Exercise directions —
Please give back, word for word, each line from the start of the entries through the one in which "[350,805,362,946,281,962,271,954,253,812]" is found.

--*--

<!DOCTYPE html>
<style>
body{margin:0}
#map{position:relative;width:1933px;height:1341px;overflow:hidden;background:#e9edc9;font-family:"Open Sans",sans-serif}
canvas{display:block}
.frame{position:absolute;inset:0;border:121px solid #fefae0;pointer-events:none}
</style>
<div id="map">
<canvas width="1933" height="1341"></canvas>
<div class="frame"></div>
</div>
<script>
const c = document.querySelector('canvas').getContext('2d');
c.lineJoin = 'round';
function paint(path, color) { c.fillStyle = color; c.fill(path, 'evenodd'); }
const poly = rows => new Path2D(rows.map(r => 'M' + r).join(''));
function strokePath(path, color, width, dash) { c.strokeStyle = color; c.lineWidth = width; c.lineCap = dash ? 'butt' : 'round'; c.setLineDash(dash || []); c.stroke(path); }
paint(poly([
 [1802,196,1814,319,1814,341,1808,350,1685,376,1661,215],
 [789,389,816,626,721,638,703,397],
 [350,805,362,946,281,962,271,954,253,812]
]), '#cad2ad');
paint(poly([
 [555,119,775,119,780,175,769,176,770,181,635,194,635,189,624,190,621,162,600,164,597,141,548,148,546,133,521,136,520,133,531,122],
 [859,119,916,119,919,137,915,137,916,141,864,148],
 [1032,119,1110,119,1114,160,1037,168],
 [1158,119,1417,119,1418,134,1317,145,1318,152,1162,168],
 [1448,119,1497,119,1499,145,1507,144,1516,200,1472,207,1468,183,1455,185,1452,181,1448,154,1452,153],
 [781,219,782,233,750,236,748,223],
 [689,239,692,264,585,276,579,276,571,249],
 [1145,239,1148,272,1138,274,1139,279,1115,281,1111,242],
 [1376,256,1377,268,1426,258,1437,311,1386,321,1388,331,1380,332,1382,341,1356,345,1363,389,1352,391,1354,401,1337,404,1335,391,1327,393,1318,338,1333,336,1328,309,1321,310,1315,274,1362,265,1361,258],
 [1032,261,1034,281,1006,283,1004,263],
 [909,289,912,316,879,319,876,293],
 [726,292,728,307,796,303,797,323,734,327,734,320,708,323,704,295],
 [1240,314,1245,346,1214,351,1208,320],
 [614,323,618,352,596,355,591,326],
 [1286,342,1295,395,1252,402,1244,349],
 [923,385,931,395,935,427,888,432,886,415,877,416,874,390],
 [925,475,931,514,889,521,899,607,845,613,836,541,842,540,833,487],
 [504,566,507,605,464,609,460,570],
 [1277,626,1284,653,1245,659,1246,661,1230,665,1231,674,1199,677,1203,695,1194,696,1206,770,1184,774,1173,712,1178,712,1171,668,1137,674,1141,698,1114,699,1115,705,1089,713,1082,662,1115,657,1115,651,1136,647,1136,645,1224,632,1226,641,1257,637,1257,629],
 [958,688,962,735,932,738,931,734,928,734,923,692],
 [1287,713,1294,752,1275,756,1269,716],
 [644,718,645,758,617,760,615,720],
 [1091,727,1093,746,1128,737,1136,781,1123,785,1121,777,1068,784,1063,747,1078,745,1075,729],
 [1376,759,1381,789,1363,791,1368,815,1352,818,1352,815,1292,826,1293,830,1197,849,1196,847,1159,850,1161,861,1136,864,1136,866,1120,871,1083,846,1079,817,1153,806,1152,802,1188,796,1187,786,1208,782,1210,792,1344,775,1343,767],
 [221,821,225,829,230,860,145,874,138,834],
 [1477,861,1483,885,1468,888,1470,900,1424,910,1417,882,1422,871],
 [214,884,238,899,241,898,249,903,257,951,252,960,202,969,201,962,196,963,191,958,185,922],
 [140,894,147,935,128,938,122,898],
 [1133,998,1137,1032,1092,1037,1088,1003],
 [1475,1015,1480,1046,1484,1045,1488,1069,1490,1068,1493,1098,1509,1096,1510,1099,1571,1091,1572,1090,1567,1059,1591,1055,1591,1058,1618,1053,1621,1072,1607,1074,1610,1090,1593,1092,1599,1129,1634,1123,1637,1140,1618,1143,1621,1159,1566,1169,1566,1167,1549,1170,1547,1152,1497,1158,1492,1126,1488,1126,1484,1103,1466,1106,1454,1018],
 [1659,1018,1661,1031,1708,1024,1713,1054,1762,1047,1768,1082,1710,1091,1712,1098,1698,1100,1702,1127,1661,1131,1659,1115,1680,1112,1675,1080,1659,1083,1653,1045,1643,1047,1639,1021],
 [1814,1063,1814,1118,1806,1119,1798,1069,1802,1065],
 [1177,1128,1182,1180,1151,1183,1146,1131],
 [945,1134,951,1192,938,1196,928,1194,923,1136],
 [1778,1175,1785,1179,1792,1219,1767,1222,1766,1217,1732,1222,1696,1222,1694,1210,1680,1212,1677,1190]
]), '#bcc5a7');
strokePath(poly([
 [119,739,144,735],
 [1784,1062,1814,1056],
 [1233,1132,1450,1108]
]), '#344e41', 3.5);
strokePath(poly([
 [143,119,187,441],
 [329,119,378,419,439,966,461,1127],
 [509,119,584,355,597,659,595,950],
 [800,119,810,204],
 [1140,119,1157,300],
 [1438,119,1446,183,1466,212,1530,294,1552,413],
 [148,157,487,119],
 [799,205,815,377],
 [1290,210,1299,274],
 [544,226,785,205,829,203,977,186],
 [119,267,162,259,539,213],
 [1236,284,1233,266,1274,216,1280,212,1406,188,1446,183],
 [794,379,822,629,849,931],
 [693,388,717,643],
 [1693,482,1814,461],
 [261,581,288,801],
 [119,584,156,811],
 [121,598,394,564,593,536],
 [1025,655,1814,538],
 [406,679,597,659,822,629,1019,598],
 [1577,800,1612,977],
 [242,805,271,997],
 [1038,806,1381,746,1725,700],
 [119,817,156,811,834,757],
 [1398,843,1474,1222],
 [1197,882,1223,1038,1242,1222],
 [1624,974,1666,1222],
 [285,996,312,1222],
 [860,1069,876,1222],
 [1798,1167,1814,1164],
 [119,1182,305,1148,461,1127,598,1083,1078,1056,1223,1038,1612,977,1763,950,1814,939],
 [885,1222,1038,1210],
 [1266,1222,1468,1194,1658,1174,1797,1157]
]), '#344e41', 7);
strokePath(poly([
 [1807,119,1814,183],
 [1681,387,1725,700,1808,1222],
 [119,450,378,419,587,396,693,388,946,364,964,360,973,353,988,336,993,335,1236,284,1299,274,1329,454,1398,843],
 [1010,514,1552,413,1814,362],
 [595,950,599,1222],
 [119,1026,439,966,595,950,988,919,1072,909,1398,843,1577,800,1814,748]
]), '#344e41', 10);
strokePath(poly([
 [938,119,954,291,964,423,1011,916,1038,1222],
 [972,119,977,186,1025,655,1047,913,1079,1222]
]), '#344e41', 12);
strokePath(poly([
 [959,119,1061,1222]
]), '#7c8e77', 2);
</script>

--*--

Response box —
<!DOCTYPE html>
<style>
body{margin:0}
#map{position:relative;width:1933px;height:1341px;overflow:hidden;background:#e9edc9;font-family:"Open Sans",sans-serif}
canvas{display:block}
.frame{position:absolute;inset:0;border:121px solid #fefae0;pointer-events:none}
</style>
<div id="map">
<canvas width="1933" height="1341"></canvas>
<div class="frame"></div>
</div>
<script>
const c = document.querySelector('canvas').getContext('2d');
c.lineJoin = 'round';
function paint(path, color) { c.fillStyle = color; c.fill(path, 'evenodd'); }
const poly = rows => new Path2D(rows.map(r => 'M' + r).join(''));
function strokePath(path, color, width, dash) { c.strokeStyle = color; c.lineWidth = width; c.lineCap = dash ? 'butt' : 'round'; c.setLineDash(dash || []); c.stroke(path); }
paint(poly([
 [1802,196,1814,319,1814,341,1808,350,1685,376,1661,215],
 [789,389,816,626,721,638,703,397],
 [350,805,362,946,281,962,271,954,253,812]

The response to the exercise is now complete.